Heidegger dagegen lebte mit sich und seinen hoch fliegenden philosophischen Gedankengängen in Einklang. Er war für weibliche Reize durchaus empfänglich und ging schnell erotische Beziehungen ein. Hannah Ahrend wurde schon als Achtzehnjährige die Geliebte des weit über dreißig Jahre alten Universitätsphilosophen, und die Verbindung blieb bis zu ihrem Lebensende bestehen. Heidegger heiratete zwar früh seine Elfriede und blieb bis zum Tode bei ihr, hatte aber laufend Affären, vor allem mit Studentinnen. Jedes Mal stilisierte er die Liebe in seinen Briefen zu einem einzigartigen geistigen und seelischen Ereignis hoch, dass nur wenigen Menschen – höherer Art! – gegeben sei, nur um kurz darauf eine neue Liebe zu finden. Seine Berühmtheit und seine suggestiv-allumfassende Art taten ein Übriges bei den jungen Frauen. Seine Philosophie der Einzigartigkeit und des Aufschwingens zu einem authentischen „Sein“ spiegeln sich nicht nur in diesen vermeintlich singulären Liebesbeziehungen, sondern auch in seiner geistig-politischen Nähe zum Nationalsozialismus.

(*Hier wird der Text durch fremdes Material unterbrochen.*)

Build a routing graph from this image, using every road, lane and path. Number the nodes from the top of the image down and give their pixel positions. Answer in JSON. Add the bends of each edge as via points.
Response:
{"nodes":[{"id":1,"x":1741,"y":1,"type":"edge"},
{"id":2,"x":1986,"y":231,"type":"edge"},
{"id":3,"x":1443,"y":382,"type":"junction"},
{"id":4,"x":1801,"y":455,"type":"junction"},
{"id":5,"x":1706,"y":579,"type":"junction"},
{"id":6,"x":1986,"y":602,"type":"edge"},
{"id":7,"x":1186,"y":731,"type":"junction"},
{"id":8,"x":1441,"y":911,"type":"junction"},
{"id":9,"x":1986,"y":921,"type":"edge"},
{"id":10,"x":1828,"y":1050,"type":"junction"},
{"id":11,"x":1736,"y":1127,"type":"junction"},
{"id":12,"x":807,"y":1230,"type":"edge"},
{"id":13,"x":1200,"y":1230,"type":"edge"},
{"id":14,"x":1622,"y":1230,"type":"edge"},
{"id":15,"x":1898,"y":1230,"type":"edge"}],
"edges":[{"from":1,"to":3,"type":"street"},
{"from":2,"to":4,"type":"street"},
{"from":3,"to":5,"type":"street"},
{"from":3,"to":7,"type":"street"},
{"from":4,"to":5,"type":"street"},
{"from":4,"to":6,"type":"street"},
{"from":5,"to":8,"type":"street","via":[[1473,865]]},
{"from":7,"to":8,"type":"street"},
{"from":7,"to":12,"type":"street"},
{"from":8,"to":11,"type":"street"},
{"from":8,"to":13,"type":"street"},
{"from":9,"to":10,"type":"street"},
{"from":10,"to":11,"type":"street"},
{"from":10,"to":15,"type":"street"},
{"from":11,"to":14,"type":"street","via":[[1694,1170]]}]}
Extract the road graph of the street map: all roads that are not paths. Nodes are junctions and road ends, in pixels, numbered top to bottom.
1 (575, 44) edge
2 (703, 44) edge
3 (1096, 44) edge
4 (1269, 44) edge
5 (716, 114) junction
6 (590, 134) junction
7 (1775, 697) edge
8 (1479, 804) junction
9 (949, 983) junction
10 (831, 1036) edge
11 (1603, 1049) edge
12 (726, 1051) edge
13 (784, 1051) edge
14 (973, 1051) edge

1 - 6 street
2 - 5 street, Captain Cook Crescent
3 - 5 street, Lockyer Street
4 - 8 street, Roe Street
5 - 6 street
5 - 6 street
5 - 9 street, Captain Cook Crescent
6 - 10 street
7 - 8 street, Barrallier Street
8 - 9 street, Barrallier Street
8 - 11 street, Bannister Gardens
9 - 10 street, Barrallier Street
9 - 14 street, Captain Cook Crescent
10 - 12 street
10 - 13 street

Bleibt zum Schluss Michel Foucault, der homosexuelle Franzose, der mit seinen Büchern über staatliche Institutionen und Machtstrukturen wie Gefängnisse und Psychiatrieeinrichtungen berühmt wurde. Doch er erlebte in den siebziger Jahren einen existenziellen Bruch, als er das hedonistische San Francisco kennenlernte. Der bis dahin seine Homosexualität eher verdruckst auslebende französische Intellektuelle erlebte plötzlich eine ungeahnte Freiheit und wurde von da an zu einem Verteidiger der unbegrenzten körperlichen Lüste. Entsprechend änderte sich sein kühl sezierender analytischer Stil zu einem bekenntnishaften „Freistil“, der bis zu seinem Tod durch Aids anhielt.

Dieses Buch rückt die Philosophen in ein anderes Licht, als die Leser es von ihnen gewohnt sind. Die Auswahl scheint etwas zufällig, und sicher hätte es es auch andere Kandidaten gegeben, über die man hätte schreiben können, etwa Hegel. Die großen zeitlichen Lücken lassen außerdem den Wunsch nach einer Füllung entstehen, schließlich gab es noch Mittelalter, Renaissance und Barock mit entsprechenden philosophischen Größen. Doch nehmen wir das Buch so, wie es ist, und lassen die Erkenntnisse des Autors in uns nachwirken.

Das Buch ist im Rowohlt-Verlag erschienen, umfasst 351 Seiten und kostet 24 Euro.